BGH: Auf die Niederschlagsmenge kommt es an

Das Gericht darf eine behauptete Tatsache nicht als unterstellbar wahr bewerten und anschließend abändern.

Dem Angeklagten wurde vor dem Landgericht Aurich vorgeworfen, dass er sein Internetcafé auf Norderney in Brand gesteckt haben soll. Vor und nach der Tat soll er sich in einer Gaststätte aufgehalten haben. Das Gericht verurteilte ihn wegen besonders schwerer Brandstiftung zu einer Freiheitsstrafe von sieben Jahren. Dagegen richtet sich die Revision der Strafverteidigung.

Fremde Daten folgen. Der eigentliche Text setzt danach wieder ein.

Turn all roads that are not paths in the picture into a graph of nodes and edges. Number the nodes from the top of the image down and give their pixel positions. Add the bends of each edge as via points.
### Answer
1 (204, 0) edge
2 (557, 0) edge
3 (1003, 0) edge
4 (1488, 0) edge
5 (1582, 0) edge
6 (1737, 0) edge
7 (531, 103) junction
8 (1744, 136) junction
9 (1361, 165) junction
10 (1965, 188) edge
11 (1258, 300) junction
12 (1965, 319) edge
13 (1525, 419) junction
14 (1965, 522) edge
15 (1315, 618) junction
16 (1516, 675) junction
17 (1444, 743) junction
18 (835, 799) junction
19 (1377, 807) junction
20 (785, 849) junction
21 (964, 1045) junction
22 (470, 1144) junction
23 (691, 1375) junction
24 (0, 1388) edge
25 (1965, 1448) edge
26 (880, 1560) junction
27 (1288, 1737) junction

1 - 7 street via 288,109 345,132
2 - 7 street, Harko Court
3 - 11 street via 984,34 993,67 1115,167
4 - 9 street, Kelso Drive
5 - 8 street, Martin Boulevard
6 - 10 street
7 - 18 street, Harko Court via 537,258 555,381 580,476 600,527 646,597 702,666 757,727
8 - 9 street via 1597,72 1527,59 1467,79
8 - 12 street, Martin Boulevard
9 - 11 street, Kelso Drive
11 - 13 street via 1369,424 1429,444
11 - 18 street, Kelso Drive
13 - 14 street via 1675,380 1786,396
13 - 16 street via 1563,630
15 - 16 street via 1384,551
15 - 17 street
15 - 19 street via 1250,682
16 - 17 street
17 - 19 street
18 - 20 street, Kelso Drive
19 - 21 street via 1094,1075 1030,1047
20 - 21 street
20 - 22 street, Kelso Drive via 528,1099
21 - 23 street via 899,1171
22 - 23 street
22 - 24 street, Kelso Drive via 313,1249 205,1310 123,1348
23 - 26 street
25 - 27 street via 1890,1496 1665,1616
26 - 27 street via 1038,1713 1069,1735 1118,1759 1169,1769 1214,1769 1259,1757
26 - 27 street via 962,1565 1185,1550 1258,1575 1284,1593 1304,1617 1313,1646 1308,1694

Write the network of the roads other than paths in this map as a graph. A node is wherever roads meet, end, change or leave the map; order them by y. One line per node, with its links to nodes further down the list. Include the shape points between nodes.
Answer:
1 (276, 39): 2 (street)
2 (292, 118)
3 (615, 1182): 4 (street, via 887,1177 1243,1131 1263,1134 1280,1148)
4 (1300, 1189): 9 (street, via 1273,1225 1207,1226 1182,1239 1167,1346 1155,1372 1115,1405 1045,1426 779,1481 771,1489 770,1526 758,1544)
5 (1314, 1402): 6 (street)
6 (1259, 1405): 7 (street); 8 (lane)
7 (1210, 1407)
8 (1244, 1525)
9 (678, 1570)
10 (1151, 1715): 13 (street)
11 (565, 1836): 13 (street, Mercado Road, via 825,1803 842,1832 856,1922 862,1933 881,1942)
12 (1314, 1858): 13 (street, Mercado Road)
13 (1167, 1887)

Die Strafverteidigung beantrage in der Hauptverhandlung einen Wetterbericht vom Deutschen Wetterdienst zu erhalten. Dieser sollte belegen, dass der Angeklagte hätte nass werden müssen, wenn er die Gaststätte verlassen hätte. Keiner der befragten Zeugen erwähnte jedoch, dass der Angeklagte vom Regen „nassgeregnet“ war.

Das Landgericht lehnte den Antrag ab, da man die Tatsache, dass es regnete, als wahr behandeln könne. Auch der Polizeibericht sprach von „Nieselregen“. Trotzdem hält das Gericht die behauptete Tatsache für bedeutungslos, weil es nicht die nötige Beweisbehauptung mit sich bringe. Im Urteil wurde jedoch dann die Aussage des Angeklagten, dass außerordentlich schlechtes Wetter herrschte, als widerlegt gewertet. Denn die Polizei sprach nur von Nieselregen und dagegen hätte man sich mit Regenschirm oder Jacke schützen können.
Der Generalbundesanwalt und der Bundesgerichtshof (BGH) teilen die Bedenken der Strafverteidigung. So kann das Gericht nicht einerseits die Behauptung als wahr hinnehmen und anschließend diese dahingehend einengen, dass lediglich Nieselregen herrschte. Für die Argumentation der Strafverteidigung war die Niederschlagsmenge nämlich ersichtlich entscheidend.

„Das Gericht hat die unter Beweis gestellte Tatsache, dass es in der fraglichen Nacht geregnet und gestürmt habe, unzulässig abgeändert, indem es unterstellt, es hätte lediglich Nieselregen geherrscht, mithin von einer niedrigeren Niederschlagsintensität ausgeht. Die Niederschlagsmenge war – aus Sicht der Verteidigung – jedoch ersichtlich entscheidend für die Frage, ob der Angeklagte bei Regenwetter sich zum Tatort hätte begeben können, ohne dass seine Kleidung durchnässt gewesen wäre, was den in der Gaststätte befindlichen Besuchern – nach Auffassung der Revision – jedoch aufgefallen wäre.“

Aus diesem Grund hebt der BGH das Urteil des Landgerichts Aurich auf. Die Sache wird zu neuer Verhandlung und Entscheidung an eine andere Strafkammer des Landgerichts zurückverwiesen. Damit hatte die Revision der Strafverteidigung Erfolg.